HTTP Server and integration with host languages

Starting the HTTP server

Rumble can be run as an HTTP server that listens for queries. In order to do so, you can use the --server and --port parameters:

spark-submit spark-rumble-1.6.4.jar --server yes --port 8001

This command will not return until you force it to (Ctrl+C on Linux and Mac). This is because the server has to run permanently to listen to incoming requests.

Most users will not have to do anything beyond running the above command. For most of them, the next step would be to open a Jupyter notebook that connects to this server automatically.

Caution! Launching a server always has consequences on security, especially as Rumble can read from and write to your disk; So make sure you activate your firewall. In later versions, we may support authentication tokens.

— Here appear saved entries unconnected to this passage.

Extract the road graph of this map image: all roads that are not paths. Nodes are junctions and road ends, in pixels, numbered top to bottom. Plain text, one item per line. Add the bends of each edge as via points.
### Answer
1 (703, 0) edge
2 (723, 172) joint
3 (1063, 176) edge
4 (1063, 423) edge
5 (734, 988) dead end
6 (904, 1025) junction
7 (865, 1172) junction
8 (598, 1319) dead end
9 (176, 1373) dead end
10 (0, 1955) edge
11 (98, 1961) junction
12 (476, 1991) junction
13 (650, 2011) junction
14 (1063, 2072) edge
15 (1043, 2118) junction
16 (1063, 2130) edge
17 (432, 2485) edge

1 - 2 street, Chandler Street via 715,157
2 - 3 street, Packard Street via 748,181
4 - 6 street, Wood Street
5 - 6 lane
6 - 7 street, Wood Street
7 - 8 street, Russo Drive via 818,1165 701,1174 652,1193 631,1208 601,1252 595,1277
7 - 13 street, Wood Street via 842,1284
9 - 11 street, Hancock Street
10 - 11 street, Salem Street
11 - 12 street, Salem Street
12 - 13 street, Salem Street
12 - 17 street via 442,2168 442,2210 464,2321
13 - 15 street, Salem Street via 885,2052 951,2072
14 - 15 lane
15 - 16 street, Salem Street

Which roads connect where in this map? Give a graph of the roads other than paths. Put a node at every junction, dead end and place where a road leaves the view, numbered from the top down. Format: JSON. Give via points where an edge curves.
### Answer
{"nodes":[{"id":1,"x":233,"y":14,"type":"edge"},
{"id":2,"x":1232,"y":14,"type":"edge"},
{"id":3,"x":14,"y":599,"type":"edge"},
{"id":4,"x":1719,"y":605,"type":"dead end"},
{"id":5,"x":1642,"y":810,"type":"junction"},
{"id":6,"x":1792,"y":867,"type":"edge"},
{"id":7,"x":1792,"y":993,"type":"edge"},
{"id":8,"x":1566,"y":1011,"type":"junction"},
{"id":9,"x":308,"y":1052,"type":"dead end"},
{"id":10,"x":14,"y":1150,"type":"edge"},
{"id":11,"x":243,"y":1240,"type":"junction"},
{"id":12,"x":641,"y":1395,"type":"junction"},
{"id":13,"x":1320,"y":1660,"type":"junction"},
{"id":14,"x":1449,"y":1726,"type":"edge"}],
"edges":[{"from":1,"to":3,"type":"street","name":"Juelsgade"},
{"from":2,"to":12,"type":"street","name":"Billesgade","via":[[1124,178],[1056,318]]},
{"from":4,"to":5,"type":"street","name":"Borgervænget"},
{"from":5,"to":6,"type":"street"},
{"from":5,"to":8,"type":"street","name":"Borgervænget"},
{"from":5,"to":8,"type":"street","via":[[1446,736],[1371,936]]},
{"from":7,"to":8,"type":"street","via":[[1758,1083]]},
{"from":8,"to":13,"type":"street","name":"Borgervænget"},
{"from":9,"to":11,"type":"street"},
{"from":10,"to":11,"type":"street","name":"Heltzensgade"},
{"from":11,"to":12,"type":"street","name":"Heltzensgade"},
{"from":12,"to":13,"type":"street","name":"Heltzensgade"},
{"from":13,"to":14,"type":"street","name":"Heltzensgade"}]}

Testing that it works (not necessary for most end users)

The HTTP server is meant not to be used directly by end users, but instead to make it possible to integrate Rumble in other languages and environments, such as Python and Jupyter notebooks.

To test that the the server running, you can try the following address in your browser, assuming you have a query stored locally at /tmp/query.jq. All queries have to go to the /jsoniq path.

http://localhost:8001/jsoniq?query-path=/tmp/query.jq

The request returns a JSON object, and the resulting sequence of items is in the values array.

{ "values" : [ "foo", "bar" ] }

Almost all parameters from the command line are exposed as HTTP parameters.

A query can also be submitted in the request body:

curl -X POST --data '1+1' http://localhost:8001/jsoniq

Use with Jupyter notebooks

With the HTTP server running, if you have installed Python and Jupyter notebooks (for example with the Anaconda data science package that does all of it automatically), you can create a Rumble magic by just executing the following code in a cell:

import requests
import json
import ast
from IPython.core.magic import register_line_cell_magic

@register_line_cell_magic
def rumble(line, cell=None):

if cell is None:
    data = line
else:   
    data = cell

response = json.loads(requests.post(server, data=data).text)

if 'warning' in response:
    print(ast.literal_eval(json.dumps(response['warning'])))
if 'values' in response:
    for e in response['values']:
        print(ast.literal_eval(json.dumps(e)))
elif 'error-message' in response:
    return response['error-message']
else:
    return response

as well as (in another cell)

server='http://localhost:8001/jsoniq'

Where, of course, you need to adapt the port (8001) to the one you picked previously.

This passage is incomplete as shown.